Here is a sentence I never thought I would see in 2013:
Peasants, many of whom still long for absolute rule, remain remarkably subservient.
That’s from a new bit in Foreign Affairs called “Booming Bhutan,” part of a five-part series looking at the fastest-growing economies in the world in 2012.
I know only the vaguest outlines of Bhutan’s recent history, but I’m instantly suspicious of any claim that a large group of people longs for absolutism.

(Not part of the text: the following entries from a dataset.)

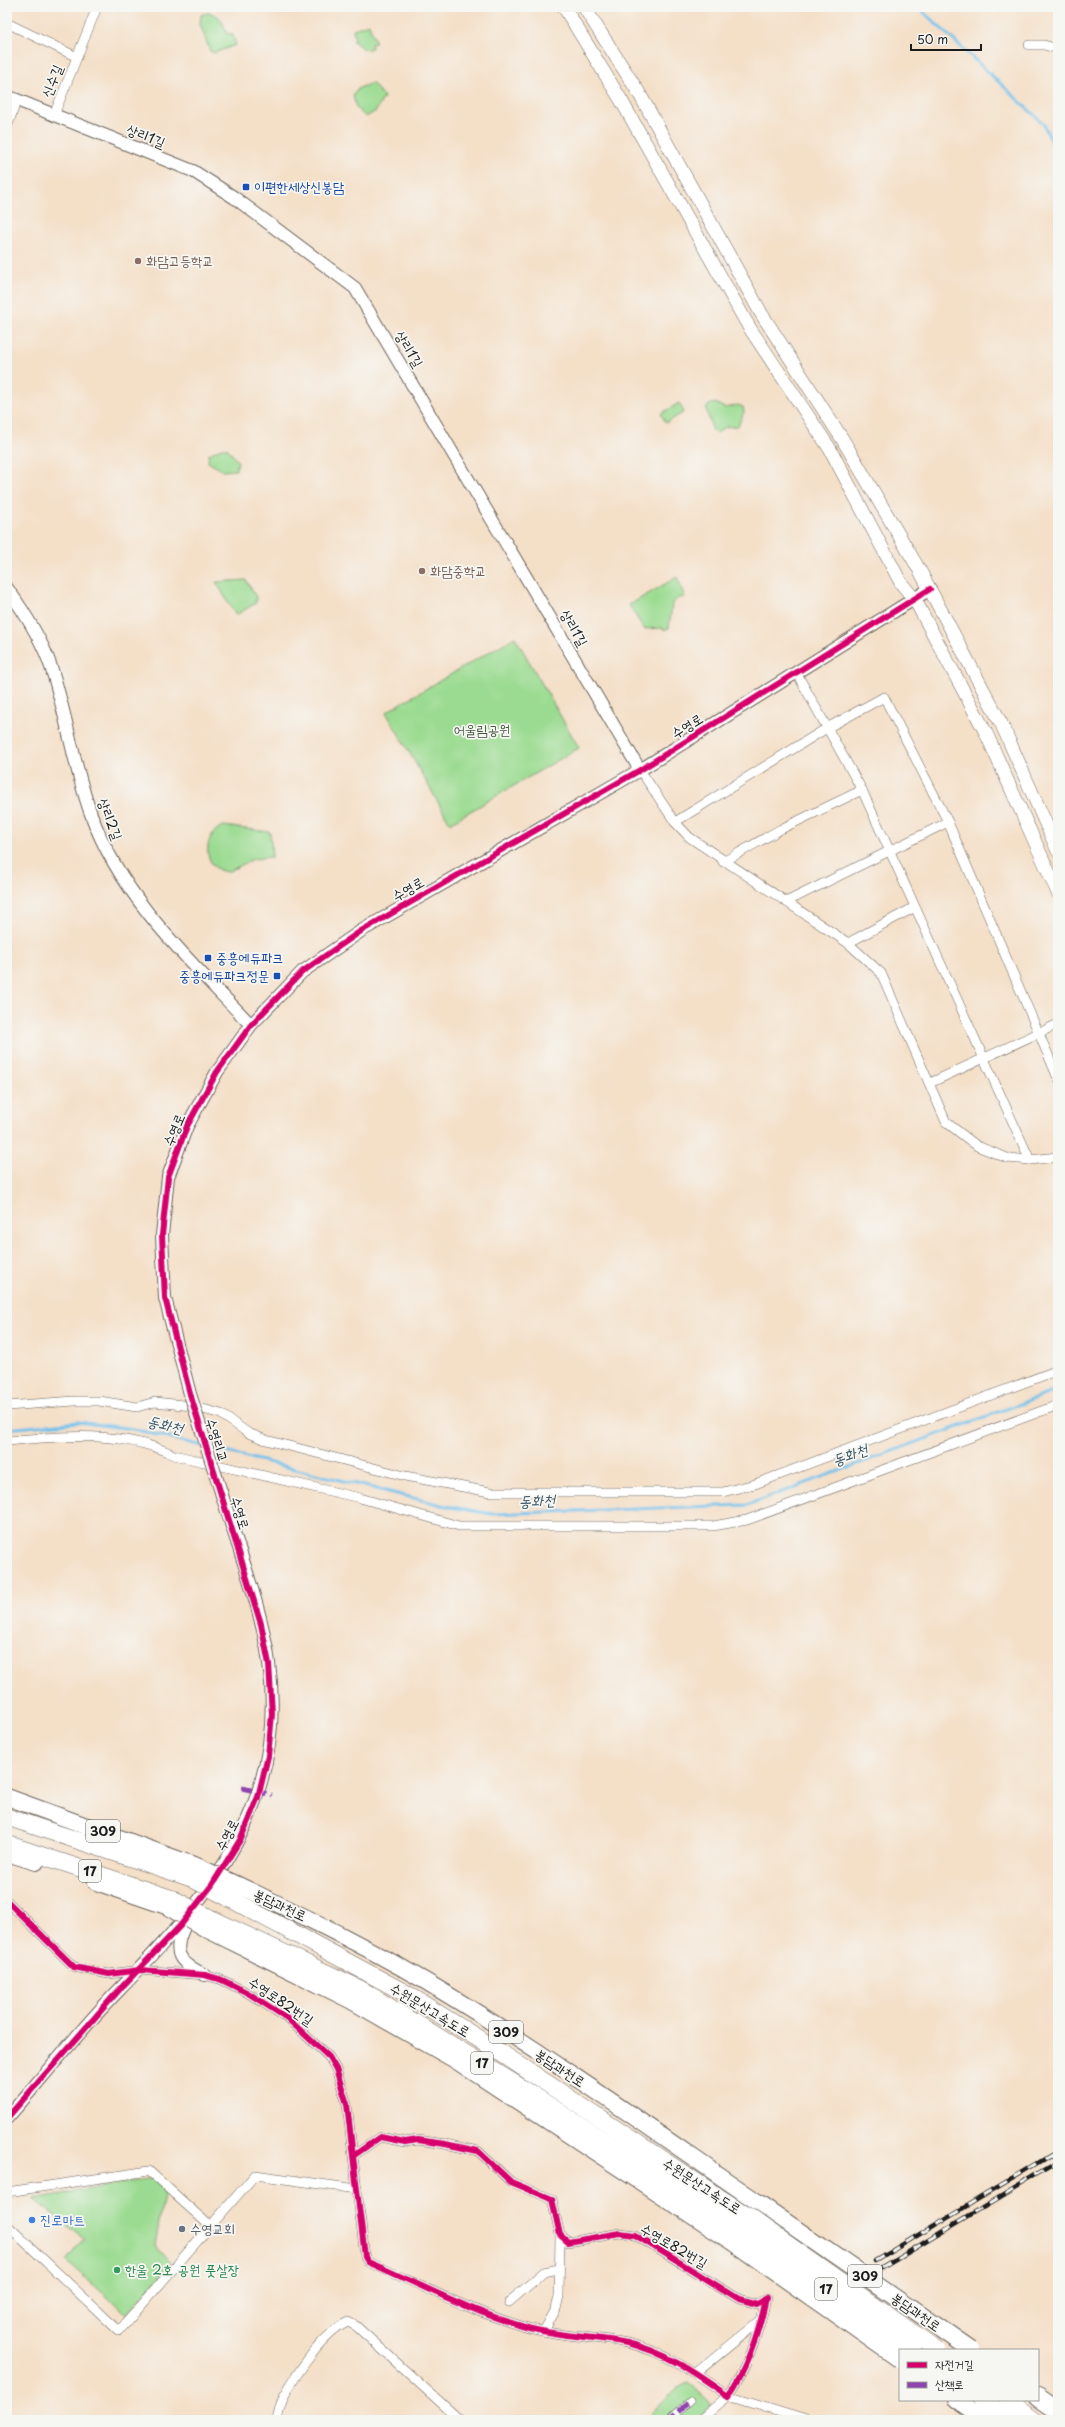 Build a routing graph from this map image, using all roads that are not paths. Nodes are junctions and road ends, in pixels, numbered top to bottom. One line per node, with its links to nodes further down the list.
1 (97, 7): 7 (street, 신수길)
2 (564, 7): 13 (main road)
3 (584, 7): 12 (main road)
4 (7, 24): 7 (street, 신수길)
5 (1029, 45): 6 (street)
6 (1058, 49)
7 (77, 57): 9 (street, 신수길)
8 (12, 98): 9 (street, 상리1길); 10 (street)
9 (54, 115): 16 (street, 상리1길)
10 (7, 127)
11 (7, 588): 28 (street, 상리2길)
12 (930, 589): 13 (street, 수영로); 20 (main road)
13 (915, 600): 14 (street, 수영로); 23 (main road)
14 (796, 672): 15 (street); 16 (street, 수영로)
15 (827, 728): 17 (street); 18 (street); 19 (street)
16 (640, 770): 18 (street); 28 (street, 수영로)
17 (862, 790): 21 (street); 22 (street)
18 (675, 822): 22 (street)
19 (948, 822): 21 (street); 29 (street)
20 (1058, 850)
21 (890, 851): 24 (street); 25 (street)
22 (723, 862): 24 (street)
23 (1058, 893)
24 (788, 901): 26 (street)
25 (915, 906): 26 (street); 30 (street)
26 (848, 943): 32 (street)
27 (1058, 1024): 29 (street)
28 (251, 1025): 36 (street, 수영로)
29 (1038, 1033): 30 (street); 31 (street)
30 (984, 1058): 32 (street); 34 (street)
31 (1058, 1078)
32 (930, 1083): 34 (street)
33 (1058, 1157): 34 (street)
34 (1030, 1160)
35 (1058, 1370): 38 (street)
36 (190, 1394): 40 (street, 수영리교, bridge)
37 (1058, 1405): 39 (street)
38 (7, 1406)
39 (7, 1441)
40 (221, 1492): 49 (street, 수영로)
41 (7, 1797): 45 (highway, 309)
42 (7, 1817): 45 (highway, 수원문산고속도로 / 17)
43 (7, 1844): 48 (highway, 수원문산고속도로 / 17)
44 (7, 1853): 48 (highway)
45 (195, 1872): 46 (highway, 수원문산고속도로 / 17, bridge)
46 (234, 1892): 58 (highway, 수원문산고속도로 / 17); 66 (highway, 봉담과천로 / 309, bridge)
47 (7, 1901): 50 (street, 수영로82번길)
48 (170, 1902): 58 (highway, 수원문산고속도로 / 17, bridge)
49 (192, 1911): 50 (street, 수영로); 51 (street)
50 (140, 1970): 51 (street, 수영로82번길); 52 (street, 수영로)
51 (205, 1975): 53 (street, 수영로82번길)
52 (7, 2118)
53 (352, 2156): 54 (street, 수영로82번길); 59 (street)
54 (357, 2189): 57 (street); 63 (street, 수영로82번길)
55 (7, 2192): 57 (street)
56 (7, 2225): 57 (street)
57 (210, 2226)
58 (740, 2229): 64 (highway, 수원문산고속도로 / 17, bridge); 65 (highway, 수원문산고속도로 / 17, bridge); 67 (highway, bridge)
59 (560, 2236): 60 (street); 62 (street, 수영로82번길)
60 (558, 2269): 61 (street); 63 (street)
61 (509, 2302)
62 (762, 2319): 68 (street); 69 (street, 수영로82번길)
63 (544, 2331): 68 (street)
64 (911, 2349)
65 (935, 2349)
66 (970, 2349)
67 (899, 2359)
68 (696, 2373): 69 (street)
69 (728, 2396): 79 (street, 수영로82번길); 80 (street)
70 (1039, 2398): 75 (highway)
71 (690, 2401): 78 (street)
72 (957, 2401): 81 (highway)
73 (984, 2401): 82 (highway)
74 (1009, 2401): 83 (highway)
75 (1058, 2411)
76 (277, 2420): 77 (street)
77 (460, 2420)
78 (669, 2420)
79 (700, 2420)
80 (806, 2420)
81 (985, 2420)
82 (1011, 2420)
83 (1036, 2420)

As the article describes, Bhutan has experienced a lot of political and socioeconomic disruptions in the past decade, and many of those changes have directly not benefited the small farmers who comprise a substantial share of the country’s population:
Karga Lama, a journalist who has covered Bhutan, wrote to me that he wonders whether “people at the grassroots [are] really enjoying and benefitting from the process of democracy, or [if] the few people at the upper echelon of political structure [are] taking the cream.” Indeed, 40 percent of the population are still subsistence farmers, crowded on the country’s small portion of arable land. Seeking better opportunities, many young Bhutanese are moving to Thimpu, the capital, but few are finding gainful employment. Cheaply constructed commercial and residential buildings have been erected to house new inhabitants and the city is losing its unique architectural character. Traffic jams and petty crimes have also become more frequent.

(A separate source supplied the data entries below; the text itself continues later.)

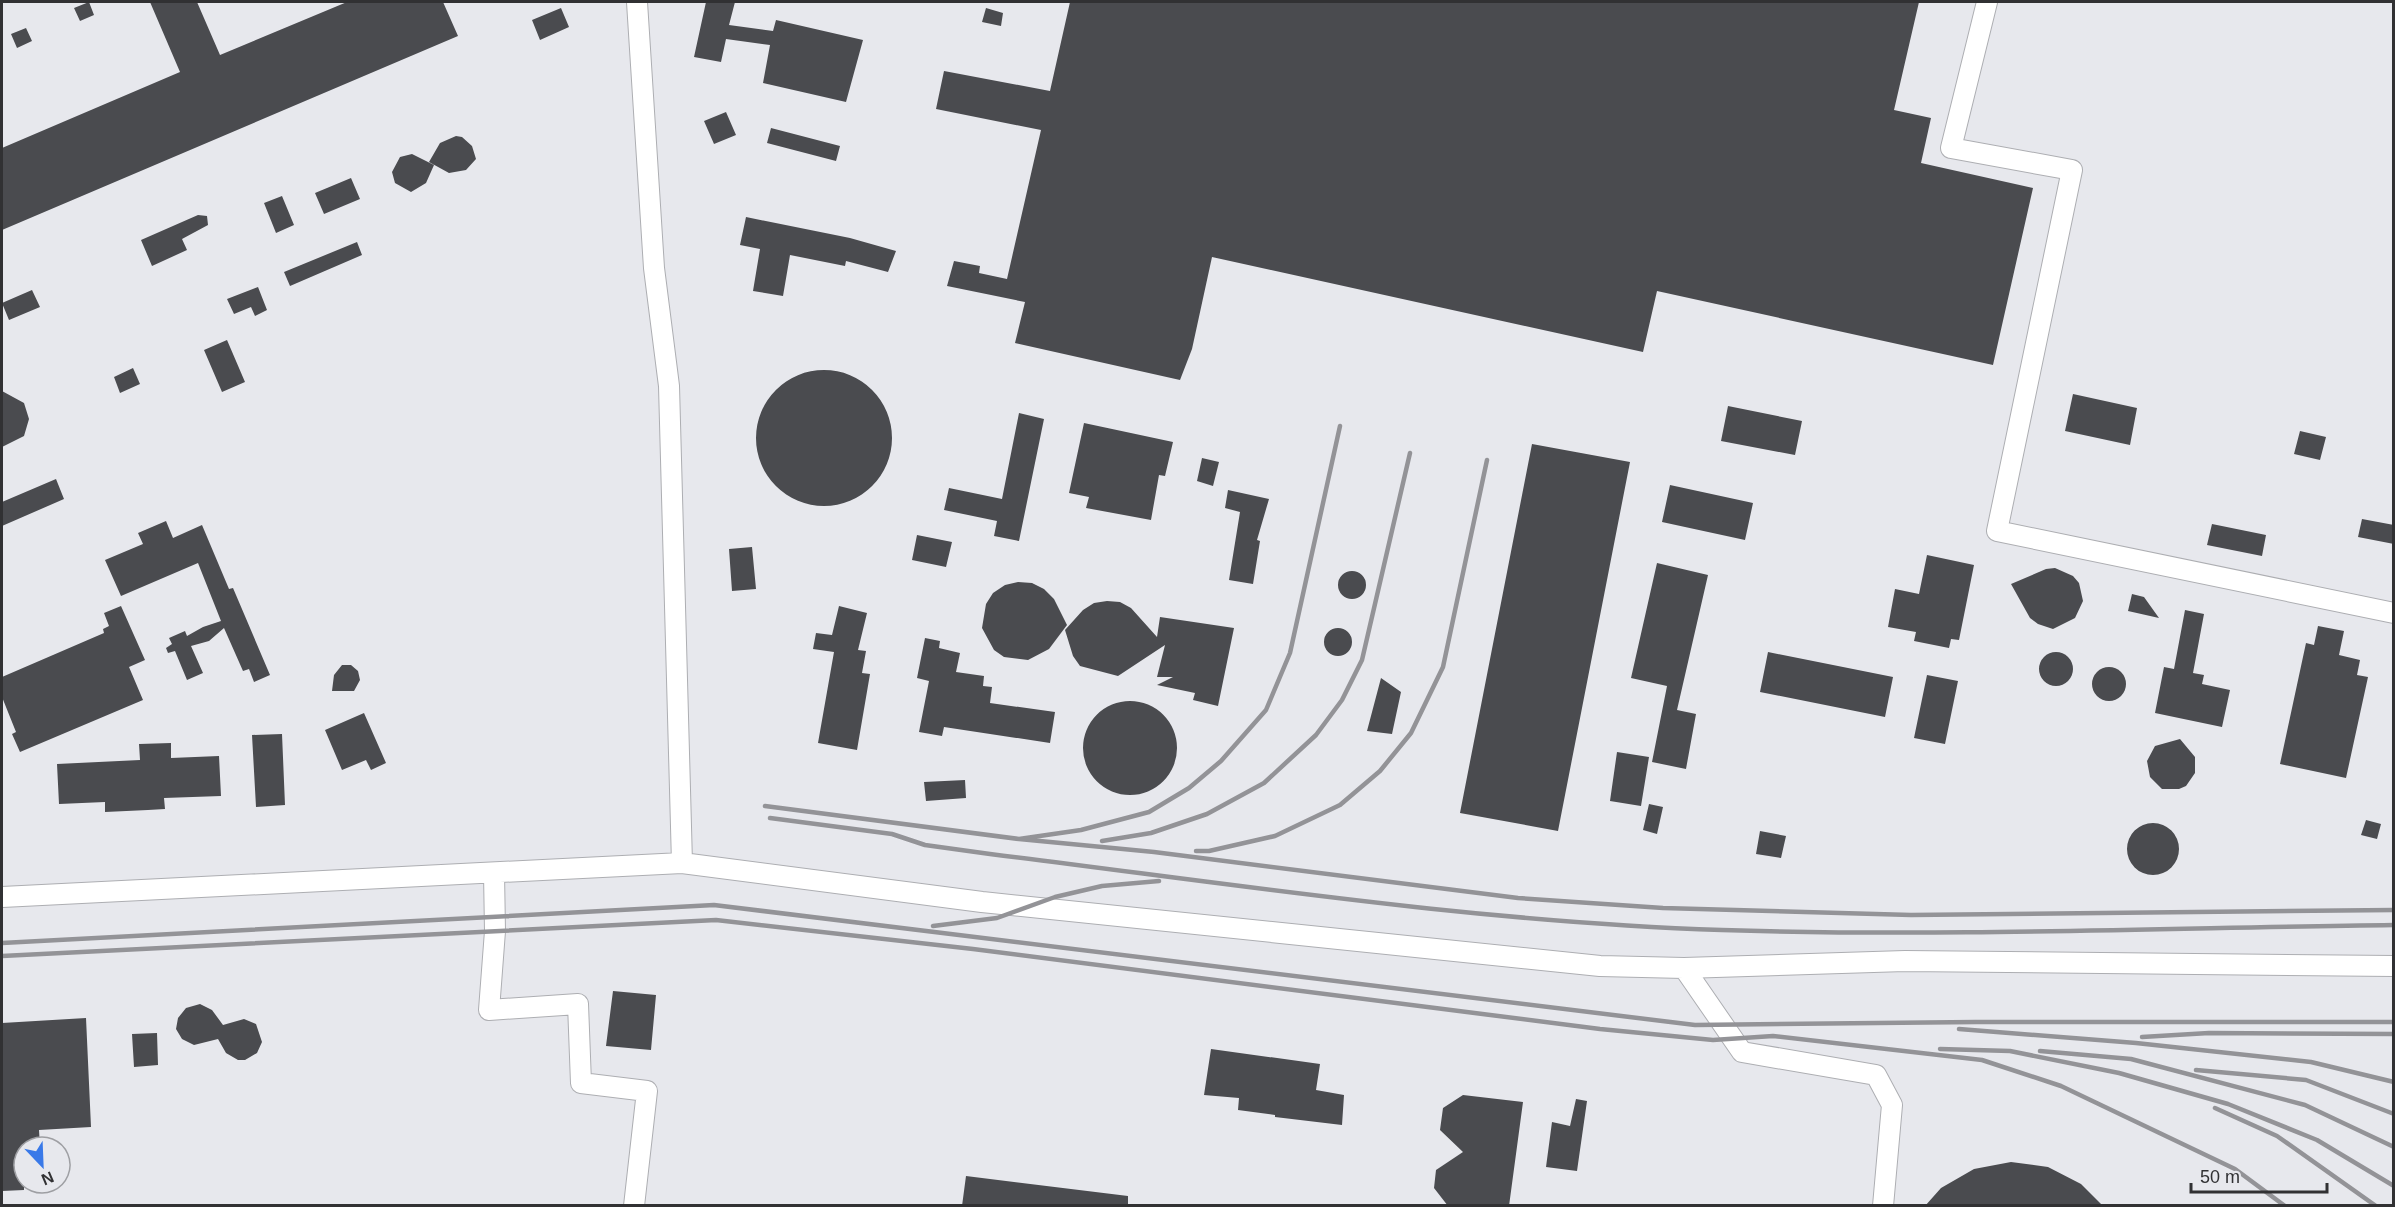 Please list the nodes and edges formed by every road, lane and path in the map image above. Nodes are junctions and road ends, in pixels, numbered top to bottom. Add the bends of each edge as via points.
1 (637, 2) edge
2 (1987, 2) edge
3 (2394, 613) edge
4 (682, 863) junction
5 (494, 873) junction
6 (2, 897) edge
7 (2394, 966) edge
8 (1684, 968) junction
9 (634, 1206) edge
10 (1883, 1206) edge

1 - 4 lane via 654,267 669,386
2 - 3 lane via 1951,148 2072,170 1996,531
4 - 5 lane
4 - 8 lane via 982,903 1600,966
5 - 6 lane
5 - 9 lane via 495,931 489,1010 578,1004 581,1083 647,1091
7 - 8 lane via 1905,961
8 - 10 lane via 1743,1052 1876,1075 1892,1105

I read that passage and I think: Maybe it’s not “absolute rule” these “peasants” long for but the relative assurance of the life that came before these developmental push of the past 10 years. I think of pensioners in the former Soviet Union who are often described as yearning for tyranny because they vote for the Communist Party and talk wistfully about the benefits they enjoyed in the old days. A distaste for uncertainty about one’s ability to produce or afford food and shelter should not be conflated with an affirmation of all aspects of an old order that predictably delivered those things. Maybe it isn’t absolutism these farmers want so much as freedom from the intrusions of the developmental state those “few people at the upper echelon of political structure” are attempting to construct for their own aggrandizement.
More generally, I wonder about the premise of the series of which this essay is a part. You see this kind of “best practices” logic a lot in writing about development—find the cases that are doing something you’d like, see what’s making them tick so you can try to replicate or emulate it elsewhere. In the case of economic growth, though, this approach is almost always going to be misleading. Economic growth is measured as a percentage, and as Charles Wheelan writes in Naked Statistics,
Percentages don’t lie—but they can exaggerate. One way to make growth look explosive is to use percentage change to describe some change relative to a very low starting point.

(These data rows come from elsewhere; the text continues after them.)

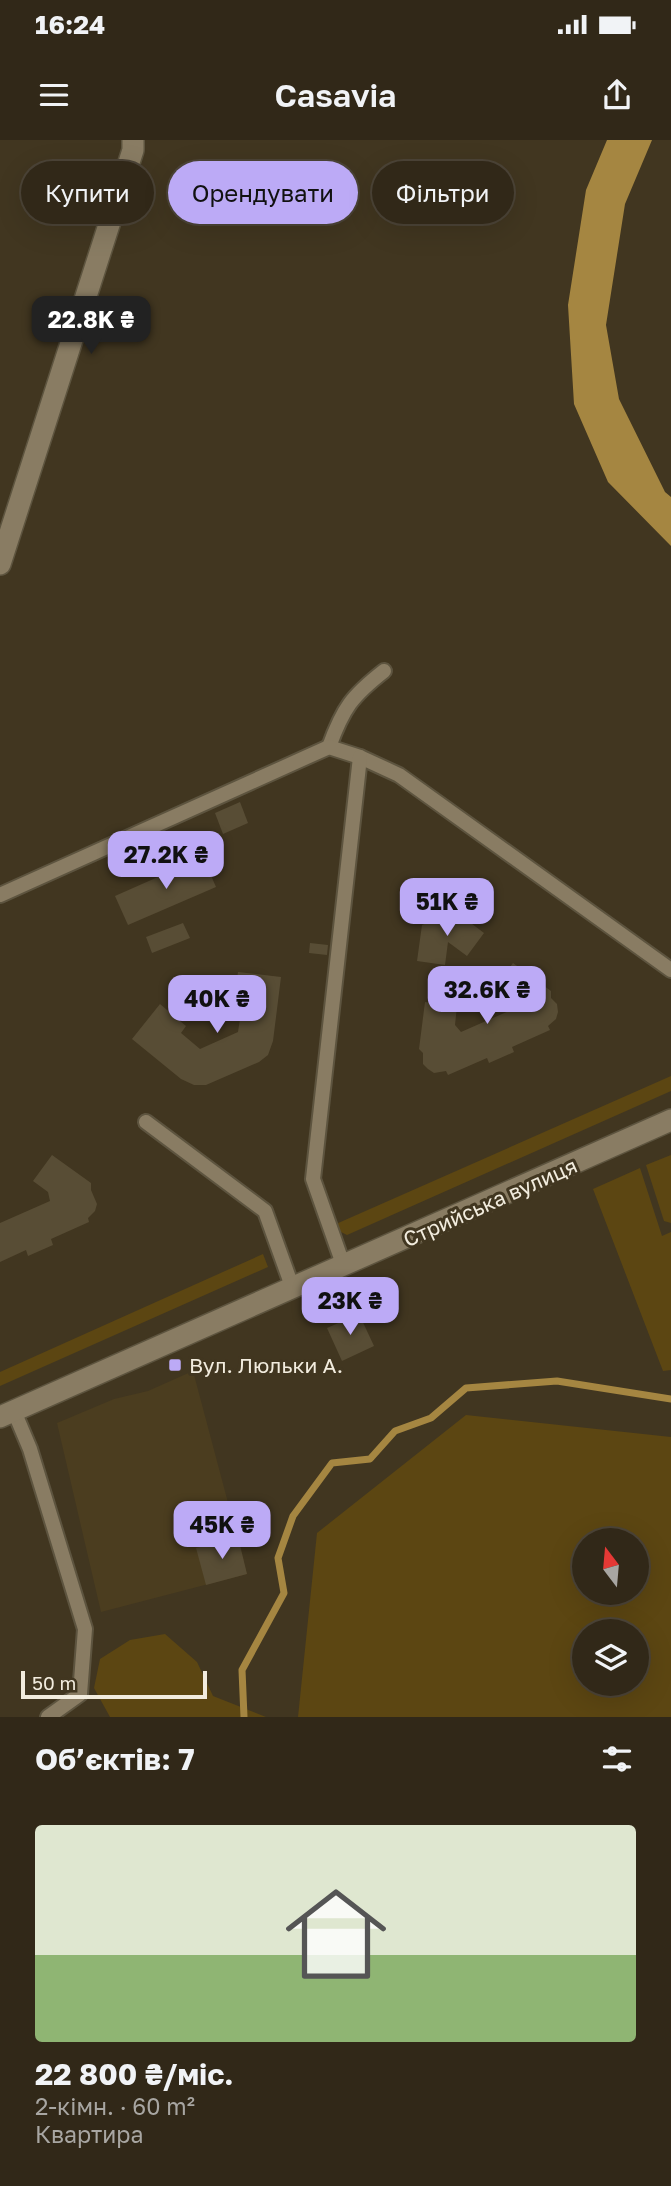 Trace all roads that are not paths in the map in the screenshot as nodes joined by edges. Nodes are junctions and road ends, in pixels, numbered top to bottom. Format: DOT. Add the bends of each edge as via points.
graph roads {
  1 [pos="133,140"];
  2 [pos="0,564"];
  3 [pos="384,671"];
  4 [pos="329,747"];
  5 [pos="360,757"];
  6 [pos="0,895"];
  7 [pos="671,970"];
  8 [pos="671,1120"];
  9 [pos="146,1122"];
  10 [pos="344,1267"];
  11 [pos="293,1289"];
  12 [pos="7,1414"];
  13 [pos="48,1717"];
  1 -- 2 [label="main road" via="89,295"];
  3 -- 4 [label="lane" via="357,692 340,717"];
  4 -- 5 [label="lane"];
  4 -- 6 [label="lane"];
  5 -- 7 [label="lane" via="399,775"];
  5 -- 10 [label="lane" via="313,1179"];
  8 -- 10 [label="main road, Стрийська вулиця"];
  9 -- 11 [label="lane" via="265,1211"];
  10 -- 11 [label="main road, Стрийська вулиця"];
  11 -- 12 [label="main road, Стрийська вулиця"];
  12 -- 13 [label="lane" via="30,1449 85,1629 79,1694"];
}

The countries at the top of the IMF’s 2012 list nicely illustrate this principle in action. According to the IMF, the five fastest-growing economies in 2012 were Sao Tome and Principe, South Sudan, Guinea, Bhutan, and Mongolia. What does that set of cases tell us about the causes of exceptionally rapid economic growth? Just start from a low baseline—in other words, be poor—and possess copious natural resources that are currently in high demand! (In Bhutan’s case, that natural resource is hydropower,which it sells to its power-hungry neighbor, India). Or, if you’re not especially poor now, you can always knock output down and set yourself up for a nice rebound effect with a civil war and state collapse, like #8 Libya did. Lessons learned, indeed.
Grant
/ February 3, 2013The article also doesn’t mention inconvenient things like the Nepalese being pushed out of Bhutan (even those who are descended from families who lived in the nation for a century or longer). I wonder how that would impact the Gross National Happiness mentioned in the article if they were taken into account.